Facebook will “maximise mobile revenues” at the expense of operators as it tries to justify the huge price tag associated with its upcoming public listing, according to an M&A advisory firm.

Victor Basta, MD of tech-focused Magister Advisors, said the IPO, which could happen next month, was “about the worst thing” that could happen to mobile operators.

Specifically, Basta claims that Facebook will be under intense pressure to justify its $100 billion valuation.

“With revenues below $4 billion, Facebook will have to make rapid progress to achieve the $30 billion in revenues that will support that valuation,” he said.

Much of the required additional revenue will come from mobile, making it more difficult to share significant revenue with operators, according to Basta.
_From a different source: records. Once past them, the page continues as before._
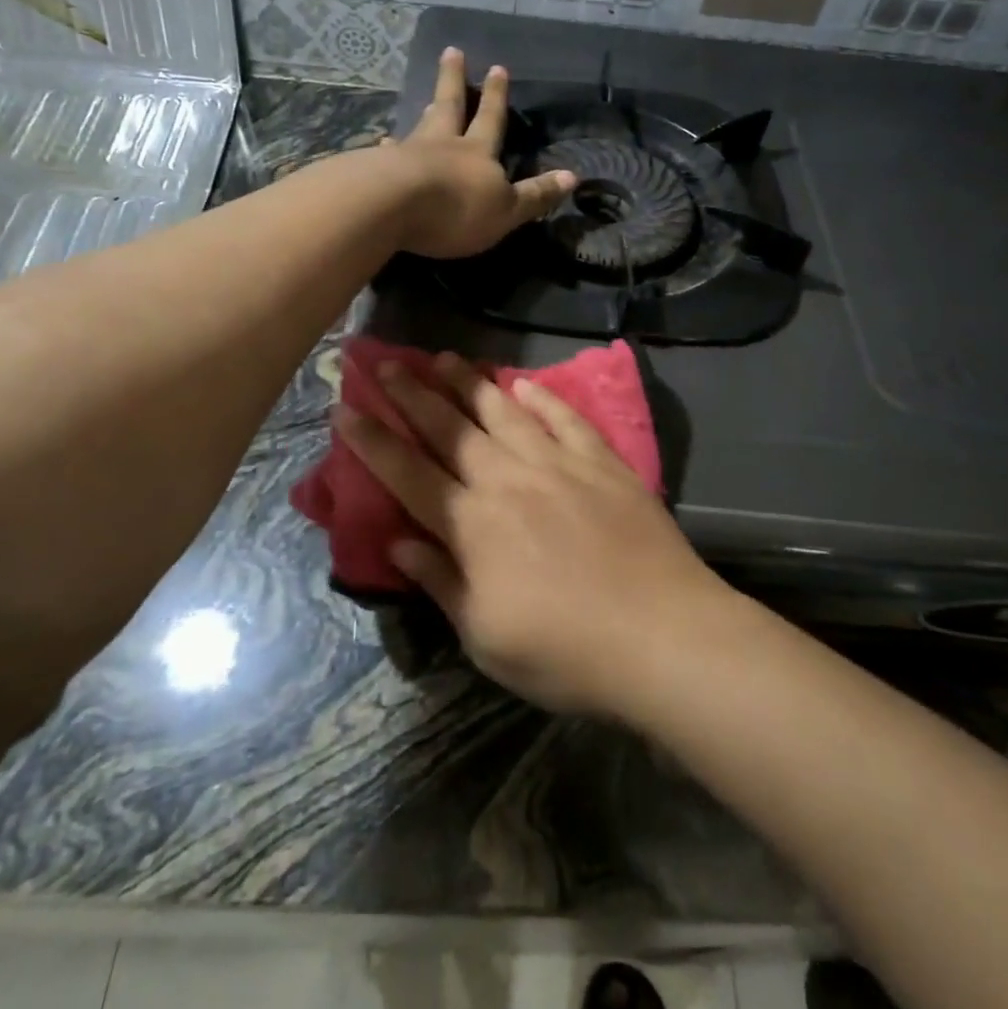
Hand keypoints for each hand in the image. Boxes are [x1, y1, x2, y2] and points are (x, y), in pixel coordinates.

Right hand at [336, 353, 730, 718]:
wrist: (662, 635)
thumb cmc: (565, 652)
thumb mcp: (485, 637)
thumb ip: (441, 582)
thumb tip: (398, 541)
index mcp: (472, 525)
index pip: (407, 473)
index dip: (373, 440)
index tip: (345, 409)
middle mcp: (507, 481)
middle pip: (450, 429)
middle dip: (413, 393)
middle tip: (386, 360)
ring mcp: (558, 465)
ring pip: (503, 412)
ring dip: (469, 383)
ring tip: (443, 357)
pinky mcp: (602, 462)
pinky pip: (565, 419)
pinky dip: (542, 398)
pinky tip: (524, 382)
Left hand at [389, 47, 575, 259]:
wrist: (392, 206)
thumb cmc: (457, 208)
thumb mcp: (507, 210)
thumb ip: (536, 195)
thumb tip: (573, 176)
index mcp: (477, 152)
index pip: (491, 119)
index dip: (496, 97)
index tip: (497, 67)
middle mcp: (443, 144)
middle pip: (450, 106)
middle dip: (453, 80)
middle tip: (452, 52)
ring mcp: (407, 153)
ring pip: (420, 126)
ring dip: (424, 112)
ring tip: (423, 99)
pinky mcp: (378, 169)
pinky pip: (387, 153)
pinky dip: (388, 148)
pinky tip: (381, 144)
This is despite the fact that Facebook has repeatedly said that it wants partnership with operators.

At Mobile World Congress in February, Facebook CTO Bret Taylor said the social networking giant would help to redefine operators' business models.

However, while Basta agrees that Facebook wants to position itself as more “operator-friendly” than Google or Apple, the harsh reality of Wall Street’s quarterly expectations mean such promises could turn out to be empty.

“Facebook is a textbook example of an over-the-top technology and is effectively turning mobile network operators into digital drug mules,” he said.

Operators do have some leverage given the role they play in enabling Facebook to monetize users on the move.

“The challenge will be leveraging the power of that position by finding a way to work within the ecosystem rather than ‘giving it away for free’ while helping Facebook grow in value,” concluded Basta.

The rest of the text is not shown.